[[ Input, beginning ]]
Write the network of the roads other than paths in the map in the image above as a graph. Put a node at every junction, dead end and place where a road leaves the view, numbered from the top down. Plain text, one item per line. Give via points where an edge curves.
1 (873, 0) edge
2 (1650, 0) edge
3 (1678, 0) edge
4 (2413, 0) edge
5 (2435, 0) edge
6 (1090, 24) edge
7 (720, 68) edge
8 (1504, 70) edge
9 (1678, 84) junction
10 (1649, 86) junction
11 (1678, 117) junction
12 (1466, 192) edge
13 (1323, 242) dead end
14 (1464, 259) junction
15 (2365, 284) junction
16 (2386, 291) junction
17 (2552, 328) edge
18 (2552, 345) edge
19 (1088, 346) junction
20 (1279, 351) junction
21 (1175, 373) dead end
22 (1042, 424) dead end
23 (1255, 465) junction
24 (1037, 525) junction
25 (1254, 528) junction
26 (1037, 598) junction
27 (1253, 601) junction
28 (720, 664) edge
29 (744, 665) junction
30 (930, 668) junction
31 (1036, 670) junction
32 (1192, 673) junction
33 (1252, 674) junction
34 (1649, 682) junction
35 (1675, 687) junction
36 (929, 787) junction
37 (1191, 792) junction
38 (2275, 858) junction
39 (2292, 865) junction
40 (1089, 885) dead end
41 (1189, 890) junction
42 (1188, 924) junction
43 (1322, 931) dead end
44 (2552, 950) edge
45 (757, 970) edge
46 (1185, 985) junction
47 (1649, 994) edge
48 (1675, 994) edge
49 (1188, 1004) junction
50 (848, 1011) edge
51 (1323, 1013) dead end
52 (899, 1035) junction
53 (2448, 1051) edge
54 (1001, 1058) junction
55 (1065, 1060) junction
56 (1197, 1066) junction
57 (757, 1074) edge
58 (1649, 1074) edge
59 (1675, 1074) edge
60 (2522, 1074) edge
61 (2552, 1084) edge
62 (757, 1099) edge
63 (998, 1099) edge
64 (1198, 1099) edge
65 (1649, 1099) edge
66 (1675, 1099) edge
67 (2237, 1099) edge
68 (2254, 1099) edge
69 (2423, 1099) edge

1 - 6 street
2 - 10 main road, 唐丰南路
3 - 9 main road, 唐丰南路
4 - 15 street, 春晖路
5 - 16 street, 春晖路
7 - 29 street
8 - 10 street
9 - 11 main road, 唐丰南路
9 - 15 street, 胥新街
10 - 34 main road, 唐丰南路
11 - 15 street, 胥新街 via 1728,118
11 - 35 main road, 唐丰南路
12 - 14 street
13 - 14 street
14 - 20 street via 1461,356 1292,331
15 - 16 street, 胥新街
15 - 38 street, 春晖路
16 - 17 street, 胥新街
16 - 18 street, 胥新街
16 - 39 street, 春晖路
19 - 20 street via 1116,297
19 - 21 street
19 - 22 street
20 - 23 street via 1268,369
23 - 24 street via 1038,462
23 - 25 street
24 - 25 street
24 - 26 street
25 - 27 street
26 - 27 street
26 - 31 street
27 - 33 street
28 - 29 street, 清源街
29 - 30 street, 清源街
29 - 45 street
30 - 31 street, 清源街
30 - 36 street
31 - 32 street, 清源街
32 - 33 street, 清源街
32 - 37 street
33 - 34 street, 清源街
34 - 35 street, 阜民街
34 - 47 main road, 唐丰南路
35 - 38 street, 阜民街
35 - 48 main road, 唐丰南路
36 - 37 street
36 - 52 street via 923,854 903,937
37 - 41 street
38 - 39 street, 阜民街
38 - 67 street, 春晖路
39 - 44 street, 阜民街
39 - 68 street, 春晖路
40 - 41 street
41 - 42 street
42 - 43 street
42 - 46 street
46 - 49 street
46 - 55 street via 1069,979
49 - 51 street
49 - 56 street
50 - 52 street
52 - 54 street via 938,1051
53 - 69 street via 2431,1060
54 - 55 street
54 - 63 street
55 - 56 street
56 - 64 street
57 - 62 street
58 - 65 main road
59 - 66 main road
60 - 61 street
[[ Input, end ]]
Required work:
Keep the wording exact. Give all of the records again.

Exercise result:
Write the network of the roads other than paths in the map in the image above as a graph. Put a node at every junction, dead end and place where a road leaves the view, numbered from the top down. Plain text, one item per line. Give via points where an edge curves.
1 (873, 0) edge
2 (1650, 0) edge
3 (1678, 0) edge
4 (2413, 0) edge
5 (2435, 0) edge
6 (1090, 24) edge
7 (720, 68) edge
8 (1504, 70) edge
9 (1678, 84) junction
10 (1649, 86) junction
11 (1678, 117) junction
12 (1466, 192) edge
13 (1323, 242) dead end
14 (1464, 259) junction
15 (2365, 284) junction
16 (2386, 291) junction
17 (2552, 328) edge
18 (2552, 345) edge
19 (1088, 346) junction
20 (1279, 351) junction
21 (1175, 373) dead end
22 (1042, 424) dead end
23 (1255, 465) junction
24 (1037, 525) junction
25 (1254, 528) junction
26 (1037, 598) junction
27 (1253, 601) junction
28 (720, 664) edge
29 (744, 665) junction
30 (930, 668) junction
31 (1036, 670) junction
32 (1192, 673) junction
33 (1252, 674) junction
34 (1649, 682) junction
35 (1675, 687) junction
36 (929, 787) junction
37 (1191, 792) junction
38 (2275, 858) junction
39 (2292, 865) junction
40 (1089, 885) dead end
41 (1189, 890) junction
42 (1188, 924) junction
43 (1322, 931) dead end
44 (2552, 950) edge
45 (757, 970) edge
46 (1185, 985) junction
47 (1649, 994) edge
48 (1675, 994) edge
49 (1188, 1004) junction
50 (848, 1011) edge
51 (1323, 1013) dead end
52 (899, 1035) junction
53 (2448, 1051) edge
54 (1001, 1058) junction
55 (1065, 1060) junction
56 (1197, 1066) junction
57 (757, 1074) edge
58 (1649, 1074) edge
59 (1675, 1074) edge
60 (2522, 1074) edge
61 (2552, 1084) edge
62 (757, 1099) edge
63 (998, 1099) edge
64 (1198, 1099) edge
65 (1649, 1099) edge
66 (1675, 1099) edge
67 (2237, 1099) edge
68 (2254, 1099) edge
69 (2423, 1099) edge

1 - 6 street
2 - 10 main road, 唐丰南路
3 - 9 main road, 唐丰南路
4 - 15 street, 春晖路
5 - 16 street, 春晖路
7 - 29 street
8 - 10 street
9 - 11 main road, 唐丰南路
9 - 15 street, 胥新街
10 - 34 main road, 唐丰南路
11 - 15 street, 胥新街 via 1728,118
11 - 35 main road, 唐丰南路
12 - 14 street
13 - 14 street
14 - 20 street via 1461,356 1292,331
15 - 16 street, 胥新街
15 - 38 street, 春晖路
16 - 17 street, 胥新街
16 - 18 street, 胥新街
16 - 39 street, 春晖路
19 - 20 street via 1116,297
19 - 21 street
19 - 22 street
20 - 23 street via 1268,369
23 - 24 street via 1038,462
23 - 25 street
24 - 25 street
24 - 26 street
25 - 27 street
26 - 27 street
26 - 31 street
27 - 33 street
28 - 29 street, 清源街
29 - 30 street, 清源街
29 - 45 street
30 - 31 street, 清源街
30 - 36 street
31 - 32 street, 清源街
32 - 33 street, 清源街
32 - 37 street
33 - 34 street, 清源街
34 - 35 street, 阜民街
34 - 47 main road, 唐丰南路
35 - 38 street, 阜民街
35 - 48 main road, 唐丰南路
36 - 37 street
36 - 52 street via 923,854 903,937
37 - 41 street
38 - 39 street, 阜民街
38 - 67 street, 春晖路
39 - 44 street, 阜民街
39 - 68 street, 春晖路
40 - 41 street
41 - 42 street
42 - 43 street
42 - 46 street
46 - 49 street
46 - 55 street via 1069,979
49 - 51 street
49 - 56 street
50 - 52 street
52 - 54 street via 938,1051
53 - 69 street via 2431,1060
54 - 55 street
54 - 63 street
55 - 56 street
56 - 64 street
57 - 62 street
58 - 65 main road
59 - 66 main road
60 - 61 street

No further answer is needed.